Exercise requirements:
Pull out every line below that holds the word "pinky".

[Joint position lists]
▼▼▼

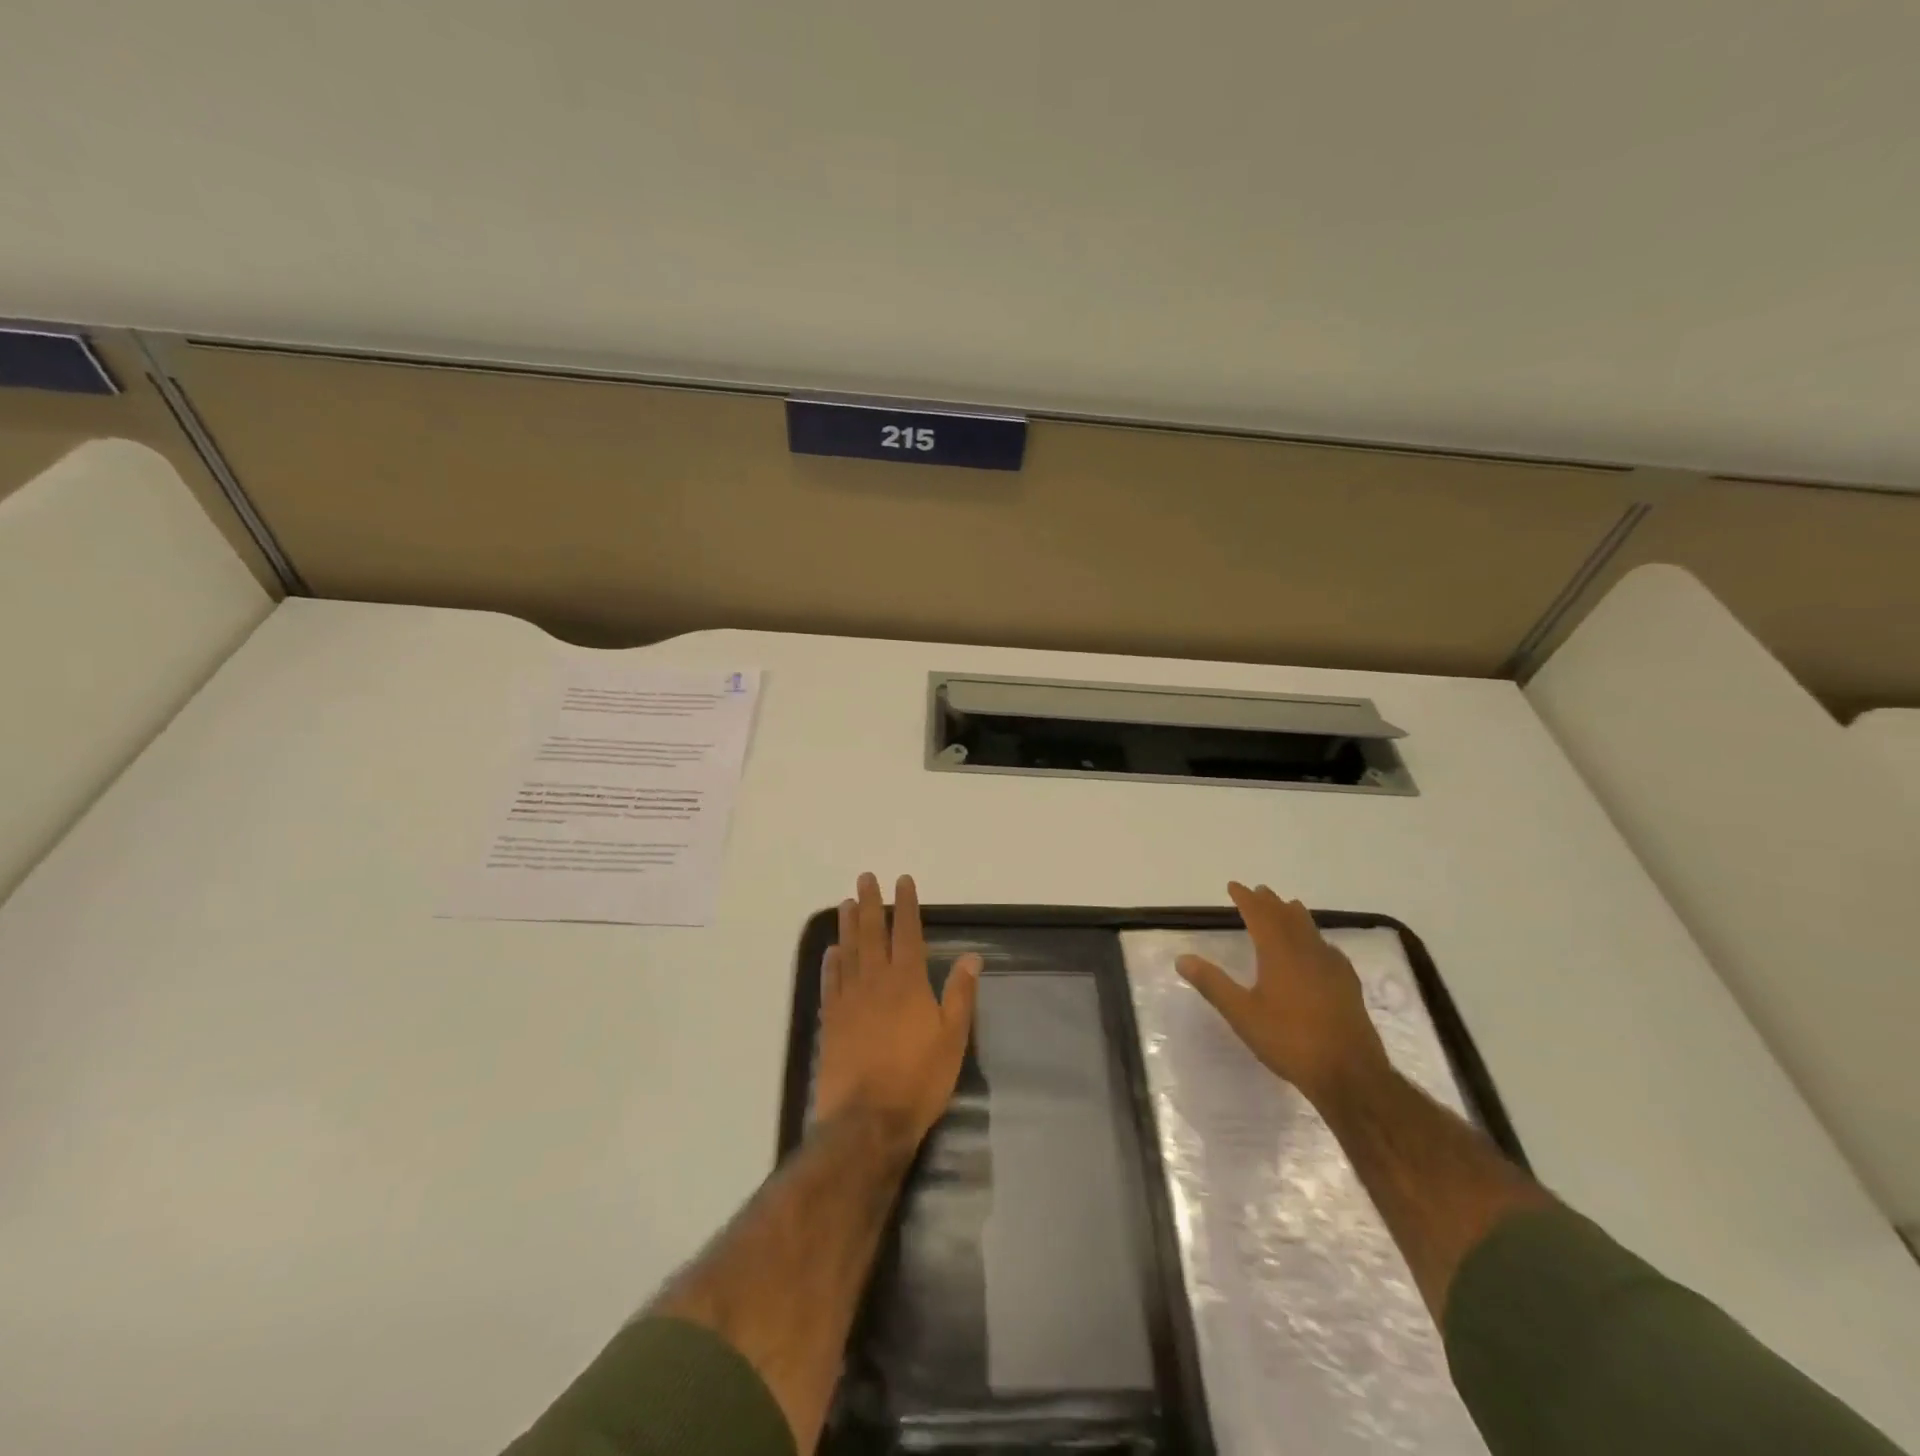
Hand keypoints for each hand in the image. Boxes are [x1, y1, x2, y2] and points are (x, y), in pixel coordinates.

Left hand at [814, 872, 981, 1149]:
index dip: (906, 905)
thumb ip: (960, 994)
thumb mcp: (953, 1038)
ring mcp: (849, 999)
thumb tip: (972, 956)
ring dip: (848, 925)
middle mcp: (876, 981)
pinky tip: (832, 951)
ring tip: (846, 903)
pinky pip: (831, 982)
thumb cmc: (918, 1078)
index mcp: (908, 981)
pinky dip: (831, 962)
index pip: (907, 932)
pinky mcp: (832, 1020)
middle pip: (871, 933)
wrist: (867, 1120)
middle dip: (870, 903)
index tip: (902, 881)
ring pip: (848, 951)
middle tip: (865, 878)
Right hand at [1176, 881, 1389, 1105]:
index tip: (1234, 886)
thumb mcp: (1241, 1013)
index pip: (1259, 914)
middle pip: (1287, 916)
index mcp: (1278, 952)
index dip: (1246, 898)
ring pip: (1310, 929)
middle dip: (1270, 902)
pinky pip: (1328, 948)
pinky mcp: (1348, 984)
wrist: (1349, 1073)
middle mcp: (1306, 951)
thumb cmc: (1289, 1040)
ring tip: (1287, 907)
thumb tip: (1182, 958)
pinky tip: (1319, 948)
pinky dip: (1316, 938)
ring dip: (1294, 915)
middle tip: (1258, 891)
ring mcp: (1331, 966)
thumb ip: (1212, 984)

▲▲▲

Answer below:
pinky tip: (832, 951)
pinky pip: (831, 982)
pinky dip: (831, 962)
pinky mcp: (832, 1020)
pinky pip: (1328, 948)
pinky mcp: (1348, 984)
pinky tip: (1319, 948)
pinky dip: (1316, 938)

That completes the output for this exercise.